On September 1, 2006, Ronald A. Katz Technology Licensing, L.P. (“Katz”) filed a complaint in the U.S. District Court for the District of Delaware alleging that the Company and several other cable operators, among other defendants, infringe 18 patents purportedly relating to the Company's customer call center operations and/or voicemail services. The plaintiff is seeking unspecified monetary damages as well as injunctive relief. On March 20, 2007, this case, together with other lawsuits filed by Katz, was made subject to a MDL Order transferring the cases for pretrial proceedings to the U.S. District Court for the Central District of California. On December 27, 2013, the parties executed a settlement agreement on terms that are not material to the Company and, on January 8, 2014, the court dismissed the action.

 

From time to time, the Company receives notices from third parties and, in some cases, is party to litigation alleging that certain of the Company's services or technologies infringe the intellectual property rights of others.
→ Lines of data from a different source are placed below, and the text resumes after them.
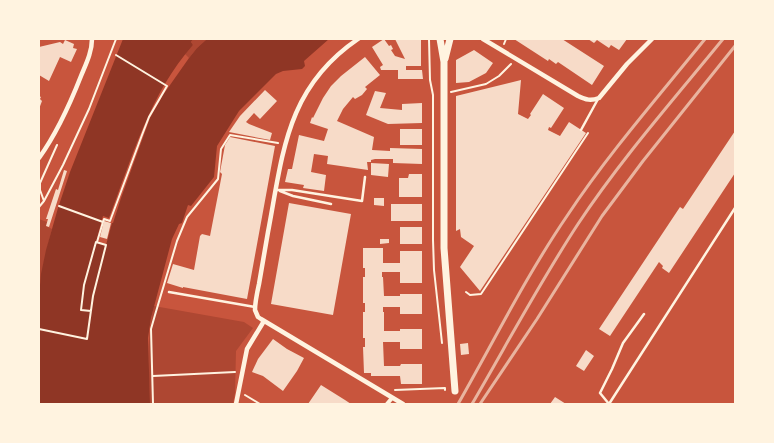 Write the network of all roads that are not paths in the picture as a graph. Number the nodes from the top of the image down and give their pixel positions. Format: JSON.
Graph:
{"nodes":[{"id":1,"x":92,"y":39,"type":"edge"},
{"id":2,"x":358,"y":39,"type":"edge"},
{"id":3,"x":440,"y":39,"type":"edge"},
{"id":4,"x":450,"y":39,"type":"edge"},
{"id":5,"x":483,"y":39,"type":"edge"},
{"id":6,"x":652,"y":39,"type":"edge"},
{"id":7,"x":444,"y":62,"type":"junction"},
{"id":8,"x":599,"y":98,"type":"junction"},
{"id":9,"x":581,"y":130,"type":"dead end"},
{"id":10,"x":39,"y":158,"type":"edge"},
{"id":11,"x":365,"y":177,"type":"dead end"},
{"id":12,"x":276,"y":190,"type":"junction"},
{"id":13,"x":331,"y":204,"type":"dead end"},
{"id":14,"x":735,"y":208,"type":"edge"},
{"id":15,"x":169,"y":292,"type":"dead end"},
{"id":16,"x":255,"y":306,"type":"junction"},
{"id":17,"x":644,"y":314,"type":"dead end"},
{"id":18,"x":264,"y":321,"type":"junction"},
{"id":19,"x":455,"y":391,"type":"dead end"},
{"id":20,"x":392,"y":398,"type":"junction"},
{"id":21,"x":236,"y":404,"type":"edge"},
{"id":22,"x":387,"y":404,"type":"edge"},
{"id":23,"x":403,"y":404,"type":"edge"},
{"id":24,"x":609,"y":404,"type":"edge"}],
"edges":[{"from":1,"to":10,"type":"street"},
{"from":2,"to":12,"type":"street"},
{"from":3,"to":7,"type":"main road"},
{"from":4,"to":7,"type":"main road"},
{"from":5,"to":8,"type":"street"},
{"from":6,"to":8,"type":"street"},
{"from":7,"to":19,"type":"main road"},
{"from":8,"to":9,"type":"lane"},
{"from":11,"to":12,"type":"lane"},
{"from":12,"to":13,"type":"lane"},
{"from":12,"to":16,"type":"street"},
{"from":14,"to":24,"type":"lane"},
{"from":15,"to":16,"type":"lane"},
{"from":16,"to":18,"type":"street"},
{"from":17,"to":24,"type":"lane"},
{"from":18,"to":20,"type":"street"},
{"from":18,"to":21,"type":"street"},
{"from":20,"to":22,"type":"street"},
{"from":20,"to":23,"type":"street"}]} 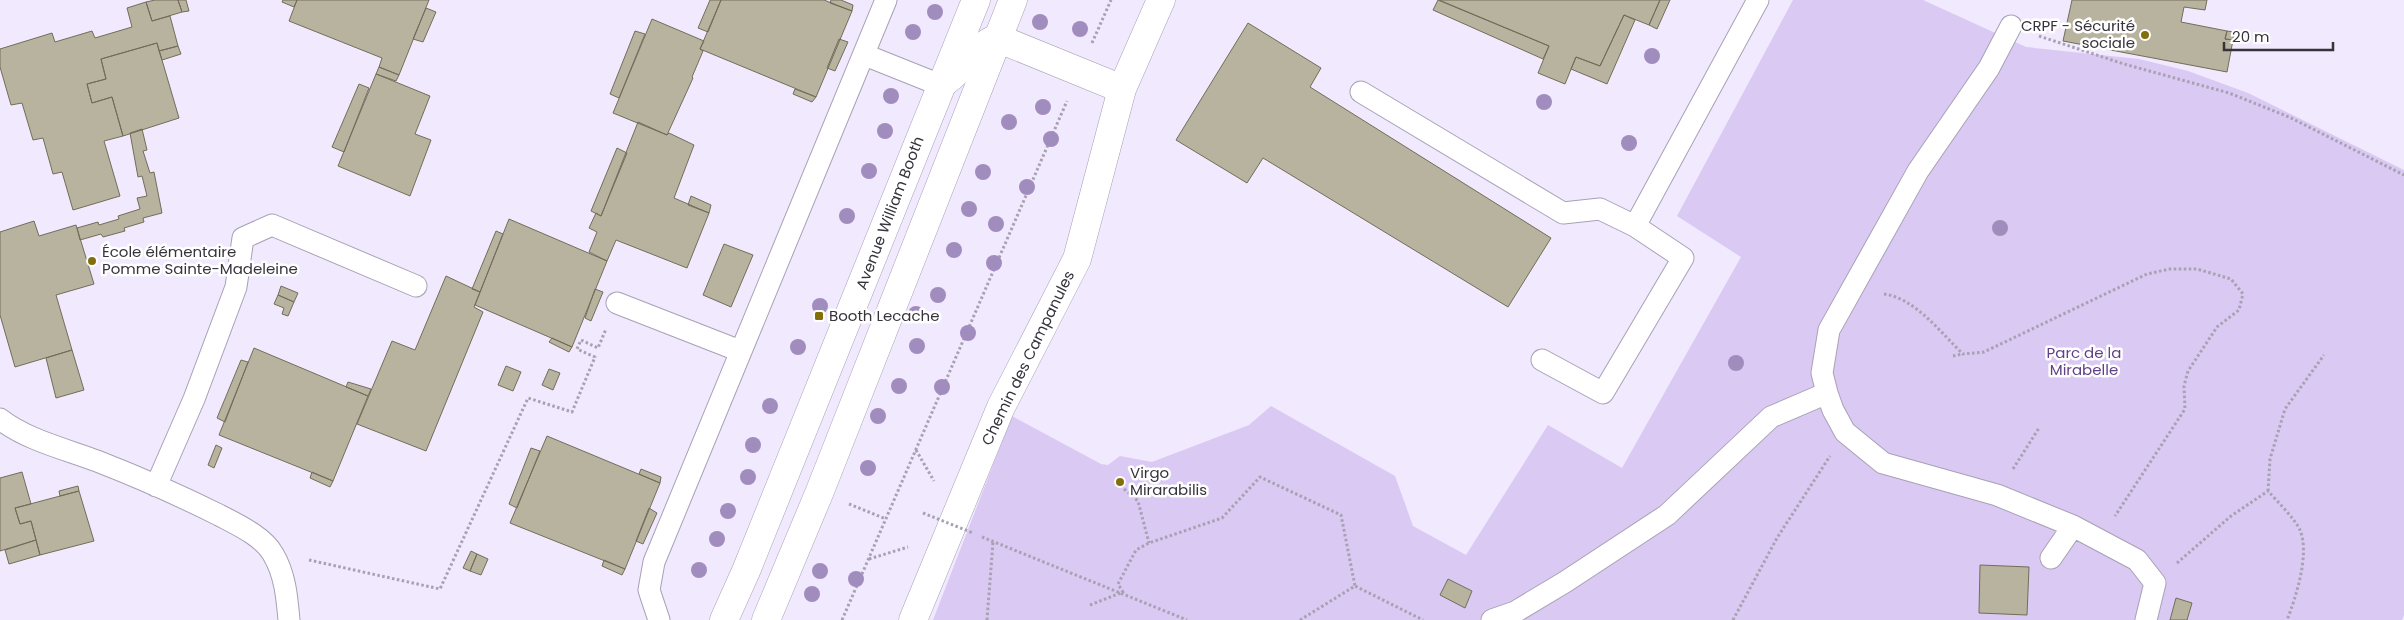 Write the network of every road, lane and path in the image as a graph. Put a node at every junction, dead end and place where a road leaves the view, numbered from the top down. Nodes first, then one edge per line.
1 (886, 0) edge
2 (976, 0) edge
3 (1013, 0) edge
4 (1111, 0) edge
5 (1161, 0) edge
6 (1758, 0) edge
7 (2011, 26) joint
8 (997, 38) junction
9 (865, 55) junction
10 (1080, 72) junction
11 (940, 85) junction
12 (1122, 89) junction
13 (1360, 92) dead end
14 (2404, 175) edge
15 (1634, 226) junction
16 (416, 286) dead end
17 (1850, 294) junction
18 (617, 303) dead end
19 (598, 348) dead end
20 (740, 351) junction
21 (1963, 354) junction
22 (2324, 355) dead end
23 (1953, 356) dead end
24 (1542, 360) dead end
25 (1826, 393) junction
26 (0, 419) edge
27 (2038, 428) dead end
28 (1845, 432) junction
29 (915, 449) junction
30 (934, 482) dead end
31 (156, 486) junction
32 (1124, 489) dead end
33 (2268, 491) junction
34 (1997, 495) junction
35 (855, 506) dead end
36 (923, 513) dead end
37 (886, 519) junction
38 (2073, 526) junction
39 (2100, 539) junction
40 (993, 542) junction
41 (1149, 543) junction
42 (908, 547) dead end
43 (273, 552) junction
44 (2051, 558) dead end
45 (868, 559) junction
46 (2155, 583) junction
47 (1355, 586) junction
48 (1124, 592) junction
49 (1090, 605) dead end
50 (289, 620) edge
51 (659, 620) edge
52 (724, 620) edge
53 (766, 620) edge
54 (842, 620) edge
55 (913, 620) edge
56 (987, 620) edge
57 (1188, 620) edge
58 (1300, 620) edge
59 (1423, 620) edge
60 (1492, 620) edge
61 (1733, 620) edge
62 (2146, 620) edge
63 (2287, 620) edge

1 - 9 lane
2 - 11 street, Avenue William Booth
3 - 8 street
4 - 10 path
5 - 12 street, Chemin des Campanules
6 - 15 lane
7 - 14 path
7 - 17 lane
8 - 10 street
8 - 11 street
8 - 53 street
9 - 11 lane
9 - 20 lane
10 - 12 street
10 - 29 path
11 - 52 street, Avenue William Booth
12 - 55 street, Chemin des Campanules
13 - 15 lane
15 - 24 lane
16 - 31 lane
17 - 21 path
17 - 25 lane
18 - 20 lane
19 - 43 path
20 - 51 lane
21 - 23 path
21 - 39 path
22 - 33 path
25 - 28 lane
25 - 60 lane
26 - 31 lane
27 - 34 path
28 - 34 lane
28 - 61 path
29 - 30 path
29 - 37 path
31 - 43 lane
32 - 41 path
33 - 46 path
33 - 63 path
34 - 38 lane
35 - 37 path
36 - 40 path, bridge
37 - 45 path
38 - 39 lane
38 - 44 lane
39 - 46 lane
40 - 48 path
40 - 56 path
41 - 47 path
41 - 48 path
42 - 45 path
43 - 50 lane
45 - 54 path
46 - 62 lane
47 - 58 path
47 - 59 path
48 - 49 path
48 - 57 path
Claims of intellectual property infringement could require TWC to enter into royalty or licensing agreements on unfavorable terms, incur substantial monetary liability or be enjoined preliminarily or permanently from further use of the intellectual property in question. In addition, certain agreements entered into by the Company may require it to indemnify the other party for certain third-party intellectual property infringement claims, which could increase the Company's damages and its costs of defending against such claims. Even if the claims are without merit, defending against the claims can be time consuming and costly.

 

Other Matters

 

The California Attorney General and the Alameda County, California District Attorney are investigating whether certain of the Company's waste disposal policies, procedures and practices are in violation of the California Business and Professions Code and the California Health and Safety Code. These entities are seeking injunctive relief, unspecified civil penalties and attorneys' fees. The Company is unable to predict the outcome of this investigation or reasonably estimate a range of possible loss.

 

As part of the TWE Restructuring, Time Warner agreed to indemnify the Company from and against any and all liabilities relating to, arising out of or resulting from specified litigation matters brought against the TWE non-cable businesses. Although Time Warner has agreed to indemnify the Company against such liabilities, TWE remains a named party in certain litigation matters. In connection with an internal reorganization, on September 30, 2012, TWE merged with and into TWCE, with TWCE as the surviving entity.

 

The costs and other effects of future litigation, governmental investigations, legal and administrative cases and proceedings (whether civil or criminal), settlements, judgments and investigations, claims and changes in pending matters (including those matters described above), and developments or assertions by or against the Company relating to intellectual property rights and intellectual property licenses, could have a material adverse effect on the Company's business, financial condition and operating results.